Adrian Bryttan – author/composer, rapper and violinist, Katya Mischenko-Mycyk – graphics
1
Yo’ Putin, wazzup, you sick dick? Listen up! You
Think your fucking holy mother Rashka is hot? (*tfuu*)
Shit! no it’s not! You invade Ukraine, our nation, you
Insult entire world population – for you lots of
Pain and bad complication!
2
All your internet
Bee-otches (bitches) and green little homies gonna soon run for
Cover; you discover what a stupid mistake you make.
3
We teach you good. Listen close, you hood! This is
Kozak country, understood? Freedom grows here,
Don’t stick your nose here! Screw you referendum. No one
Buys all your lies, get lost! We’re united all together…
If you still want to stay here and linger,
We drag you out by the snout, show you finger! Just
Log on FaceBook, and better take look and read:
EuromaidanPR, see how things really are:
4
You Rashka peeps chewed raw fish deep in the swamps
You Asiatic creeps, damn right! Moscow love to
Crawl and kiss muddy boots of Genghis Khan, uh-
Huh! Didn’t fight… not too bright!… pathetic sight!
5
“Third Rome”? what the hell was that shit all about?!

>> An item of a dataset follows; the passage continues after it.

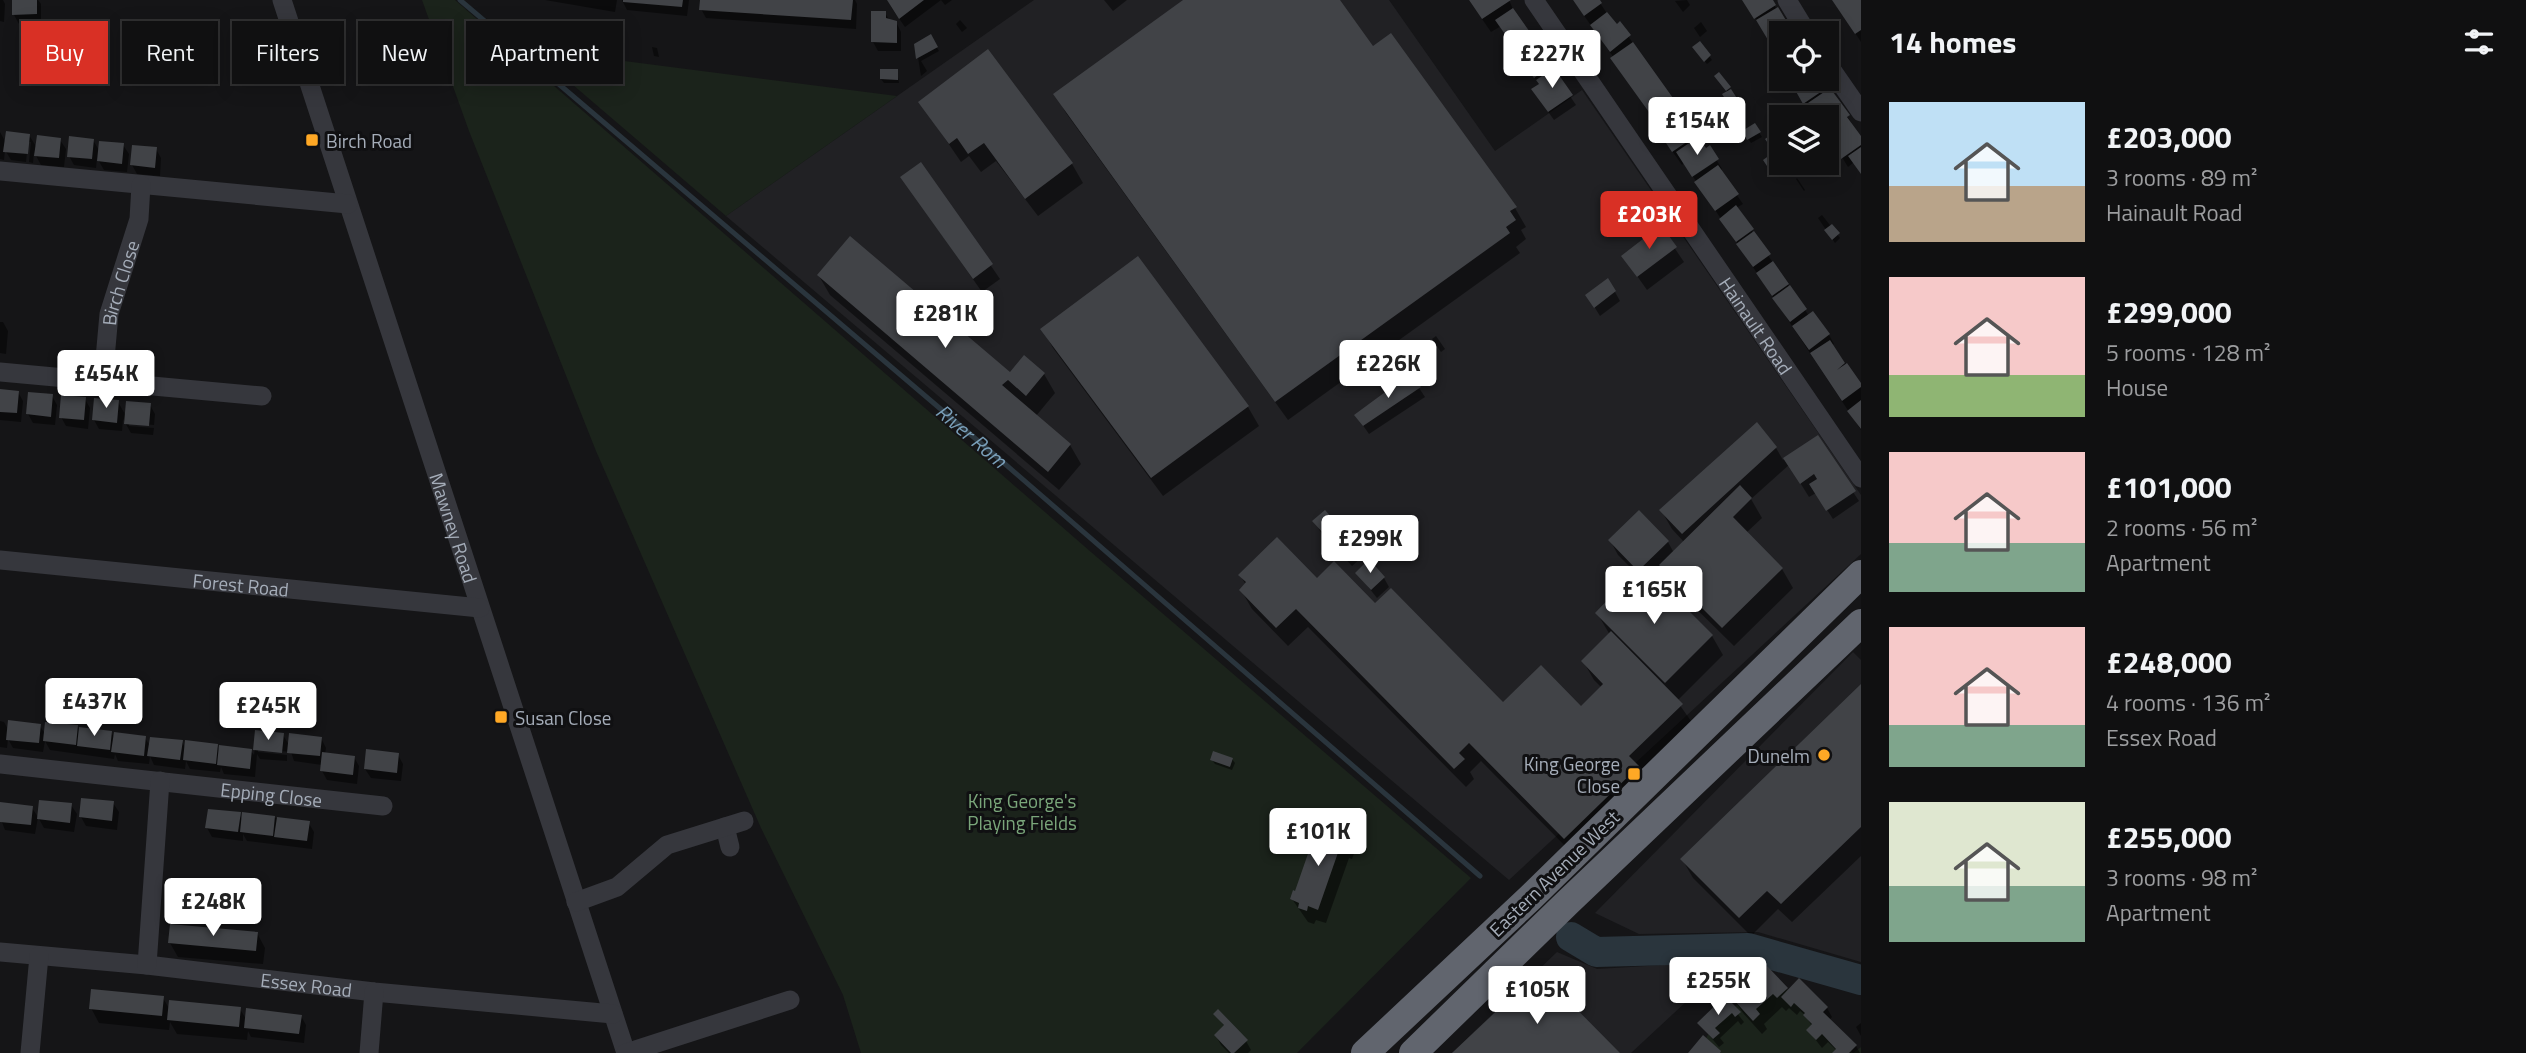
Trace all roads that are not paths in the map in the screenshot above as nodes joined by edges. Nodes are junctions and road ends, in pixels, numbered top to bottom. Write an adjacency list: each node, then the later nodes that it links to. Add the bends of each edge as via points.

LMAO, and now: “New Rashka”, WTF?
You must be smoking some bomb, dead head, idiot clown!
6
Rashka “Empire”? hah!, the joke of the town! All the
Stupid Lenin statues coming down – laugh and scream! Your wet
Dream to get your ass into Empress Kathy’s pants? Not a
Chance… hey, now we gonna make YOU dance!
(more Kozak dance music)
7
We sent a SMS to the Prince of Darkness
To reserve ‘Your Highness’ a well heated room… and Satan
Said “Post-Perestroika Hell is swell!
(The last Sultan you sent me is doing quite well) But
You and Moscow Patriarch would stink it up… so much, my
Devils would rebel.”
8
“Old Nick”, he won’t take you… (Lucifer has class!) Who
Cares about your Gazprom? – Hell don’t give a damn for your
Gas!
9
The Super Bowl ring was lookin’ fly, bling bling, that you
Stole, you crook… You a nation of crooks. Look how
Rashka steals and lies, then spits in our eyes!
10
Moscow asiatics – you stole our name,
Kyiv, our Empire, pride and our joy – when
Our kings were monarchs and rulers in Europe,
Moscow only knew how to plunder and destroy.
11
Rashka, you killed Ukrainians by the millions,
Your Tsars, Emperors, Komisars, all hand-in-hand.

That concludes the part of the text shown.